» **Data for this task**
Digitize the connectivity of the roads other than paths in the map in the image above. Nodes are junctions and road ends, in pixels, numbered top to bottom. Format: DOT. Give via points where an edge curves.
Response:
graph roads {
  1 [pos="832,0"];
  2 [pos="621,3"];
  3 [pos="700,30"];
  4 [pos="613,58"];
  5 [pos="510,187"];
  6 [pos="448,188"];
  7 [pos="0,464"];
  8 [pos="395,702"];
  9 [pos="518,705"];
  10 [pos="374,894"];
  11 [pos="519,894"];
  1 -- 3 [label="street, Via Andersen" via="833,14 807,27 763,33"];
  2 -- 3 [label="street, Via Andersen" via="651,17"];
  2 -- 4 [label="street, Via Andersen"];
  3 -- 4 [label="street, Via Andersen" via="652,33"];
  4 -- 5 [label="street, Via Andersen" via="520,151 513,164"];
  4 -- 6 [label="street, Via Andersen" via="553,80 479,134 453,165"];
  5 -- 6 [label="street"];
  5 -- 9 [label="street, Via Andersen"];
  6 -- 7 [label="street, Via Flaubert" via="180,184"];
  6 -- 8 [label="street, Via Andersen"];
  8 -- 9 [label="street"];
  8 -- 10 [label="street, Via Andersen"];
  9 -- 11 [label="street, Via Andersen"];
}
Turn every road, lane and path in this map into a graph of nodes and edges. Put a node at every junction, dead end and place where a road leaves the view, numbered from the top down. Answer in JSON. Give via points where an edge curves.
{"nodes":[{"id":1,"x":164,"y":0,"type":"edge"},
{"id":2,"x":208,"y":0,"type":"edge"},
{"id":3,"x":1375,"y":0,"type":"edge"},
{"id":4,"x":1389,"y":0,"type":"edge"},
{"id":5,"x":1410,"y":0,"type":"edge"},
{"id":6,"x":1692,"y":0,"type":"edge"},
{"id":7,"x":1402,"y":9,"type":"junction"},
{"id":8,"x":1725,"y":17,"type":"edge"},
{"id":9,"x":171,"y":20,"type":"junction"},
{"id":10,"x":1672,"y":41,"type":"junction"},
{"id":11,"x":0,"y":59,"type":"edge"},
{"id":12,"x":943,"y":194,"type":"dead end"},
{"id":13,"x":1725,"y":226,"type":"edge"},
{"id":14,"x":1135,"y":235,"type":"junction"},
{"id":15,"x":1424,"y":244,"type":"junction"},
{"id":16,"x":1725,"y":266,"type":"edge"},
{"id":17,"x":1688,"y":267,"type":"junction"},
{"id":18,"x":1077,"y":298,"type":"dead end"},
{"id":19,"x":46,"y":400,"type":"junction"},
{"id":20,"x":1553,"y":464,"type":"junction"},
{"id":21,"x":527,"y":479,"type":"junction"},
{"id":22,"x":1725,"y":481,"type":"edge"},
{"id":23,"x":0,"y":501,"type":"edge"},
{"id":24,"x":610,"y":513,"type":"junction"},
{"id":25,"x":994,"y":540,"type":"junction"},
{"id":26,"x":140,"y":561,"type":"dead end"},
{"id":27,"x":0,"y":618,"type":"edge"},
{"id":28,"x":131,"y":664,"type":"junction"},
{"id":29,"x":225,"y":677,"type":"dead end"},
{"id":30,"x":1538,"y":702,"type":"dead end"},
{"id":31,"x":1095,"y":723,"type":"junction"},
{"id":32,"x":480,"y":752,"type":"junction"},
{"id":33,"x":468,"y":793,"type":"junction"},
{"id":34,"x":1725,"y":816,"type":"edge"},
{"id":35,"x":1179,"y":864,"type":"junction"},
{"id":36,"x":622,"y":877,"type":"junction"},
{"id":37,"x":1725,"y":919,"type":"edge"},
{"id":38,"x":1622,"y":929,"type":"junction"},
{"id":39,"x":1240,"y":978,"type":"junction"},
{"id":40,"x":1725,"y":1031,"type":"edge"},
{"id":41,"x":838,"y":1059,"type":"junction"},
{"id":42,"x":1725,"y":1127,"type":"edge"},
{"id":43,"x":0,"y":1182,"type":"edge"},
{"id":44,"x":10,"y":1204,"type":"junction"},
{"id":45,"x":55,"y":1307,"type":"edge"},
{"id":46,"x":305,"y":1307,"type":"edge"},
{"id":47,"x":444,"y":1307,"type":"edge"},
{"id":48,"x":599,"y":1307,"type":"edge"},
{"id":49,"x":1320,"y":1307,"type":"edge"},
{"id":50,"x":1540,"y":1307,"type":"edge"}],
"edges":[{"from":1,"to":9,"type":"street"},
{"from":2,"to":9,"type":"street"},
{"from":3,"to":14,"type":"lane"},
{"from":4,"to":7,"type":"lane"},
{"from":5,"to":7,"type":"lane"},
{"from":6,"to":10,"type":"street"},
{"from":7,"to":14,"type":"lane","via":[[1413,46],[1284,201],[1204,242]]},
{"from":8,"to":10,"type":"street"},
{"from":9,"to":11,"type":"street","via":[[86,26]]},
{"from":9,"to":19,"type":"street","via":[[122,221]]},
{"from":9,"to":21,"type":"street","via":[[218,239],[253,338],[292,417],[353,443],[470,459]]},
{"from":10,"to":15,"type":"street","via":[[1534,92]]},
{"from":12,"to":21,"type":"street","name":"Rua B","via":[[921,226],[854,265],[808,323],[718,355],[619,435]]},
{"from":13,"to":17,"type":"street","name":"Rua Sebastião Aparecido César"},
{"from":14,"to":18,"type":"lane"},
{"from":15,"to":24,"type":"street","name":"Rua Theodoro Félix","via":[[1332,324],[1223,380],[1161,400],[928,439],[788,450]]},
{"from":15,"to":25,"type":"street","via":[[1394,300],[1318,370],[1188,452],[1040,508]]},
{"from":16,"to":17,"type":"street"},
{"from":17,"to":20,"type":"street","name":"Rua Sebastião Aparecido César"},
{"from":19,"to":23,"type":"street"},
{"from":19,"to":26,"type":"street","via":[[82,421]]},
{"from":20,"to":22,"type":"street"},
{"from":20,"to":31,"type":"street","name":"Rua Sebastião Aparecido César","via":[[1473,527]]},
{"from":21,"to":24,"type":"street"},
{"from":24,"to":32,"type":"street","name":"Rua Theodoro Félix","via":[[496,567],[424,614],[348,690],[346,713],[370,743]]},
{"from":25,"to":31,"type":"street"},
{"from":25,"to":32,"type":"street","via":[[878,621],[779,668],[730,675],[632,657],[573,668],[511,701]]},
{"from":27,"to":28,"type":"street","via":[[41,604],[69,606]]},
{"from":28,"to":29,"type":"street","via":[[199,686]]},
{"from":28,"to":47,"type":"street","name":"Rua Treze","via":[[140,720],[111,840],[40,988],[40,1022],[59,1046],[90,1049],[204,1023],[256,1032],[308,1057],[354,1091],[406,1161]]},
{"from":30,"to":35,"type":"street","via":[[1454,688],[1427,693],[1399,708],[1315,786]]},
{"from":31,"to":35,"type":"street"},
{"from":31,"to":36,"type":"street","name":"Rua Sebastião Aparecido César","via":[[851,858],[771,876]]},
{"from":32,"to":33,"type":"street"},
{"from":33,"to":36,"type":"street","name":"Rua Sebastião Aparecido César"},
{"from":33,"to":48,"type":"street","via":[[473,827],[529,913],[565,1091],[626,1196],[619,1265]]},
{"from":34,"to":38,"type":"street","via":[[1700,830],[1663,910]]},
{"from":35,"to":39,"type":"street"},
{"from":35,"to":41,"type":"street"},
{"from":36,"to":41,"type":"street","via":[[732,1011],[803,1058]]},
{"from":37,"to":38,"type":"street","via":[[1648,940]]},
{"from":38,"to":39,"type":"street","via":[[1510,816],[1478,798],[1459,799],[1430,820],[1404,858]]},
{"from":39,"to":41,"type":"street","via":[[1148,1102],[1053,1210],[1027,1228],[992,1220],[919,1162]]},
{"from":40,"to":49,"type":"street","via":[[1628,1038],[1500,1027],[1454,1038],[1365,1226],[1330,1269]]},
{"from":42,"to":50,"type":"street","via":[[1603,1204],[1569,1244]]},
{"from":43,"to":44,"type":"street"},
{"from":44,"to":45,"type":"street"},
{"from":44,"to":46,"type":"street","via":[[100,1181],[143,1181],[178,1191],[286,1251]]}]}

» **Work request**
Select the lines in this material that hold the word "Aparecido", leaving none out.

» **Response to this task**
{"from":13,"to":17,"type":"street","name":"Rua Sebastião Aparecido César"},
{"from":17,"to":20,"type":"street","name":"Rua Sebastião Aparecido César"},
{"from":20,"to":31,"type":"street","name":"Rua Sebastião Aparecido César","via":[[1473,527]]},
{"from":31,"to":36,"type":"street","name":"Rua Sebastião Aparecido César","via":[[851,858],[771,876]]},
{"from":33,"to":36,"type":"street","name":"Rua Sebastião Aparecido César"},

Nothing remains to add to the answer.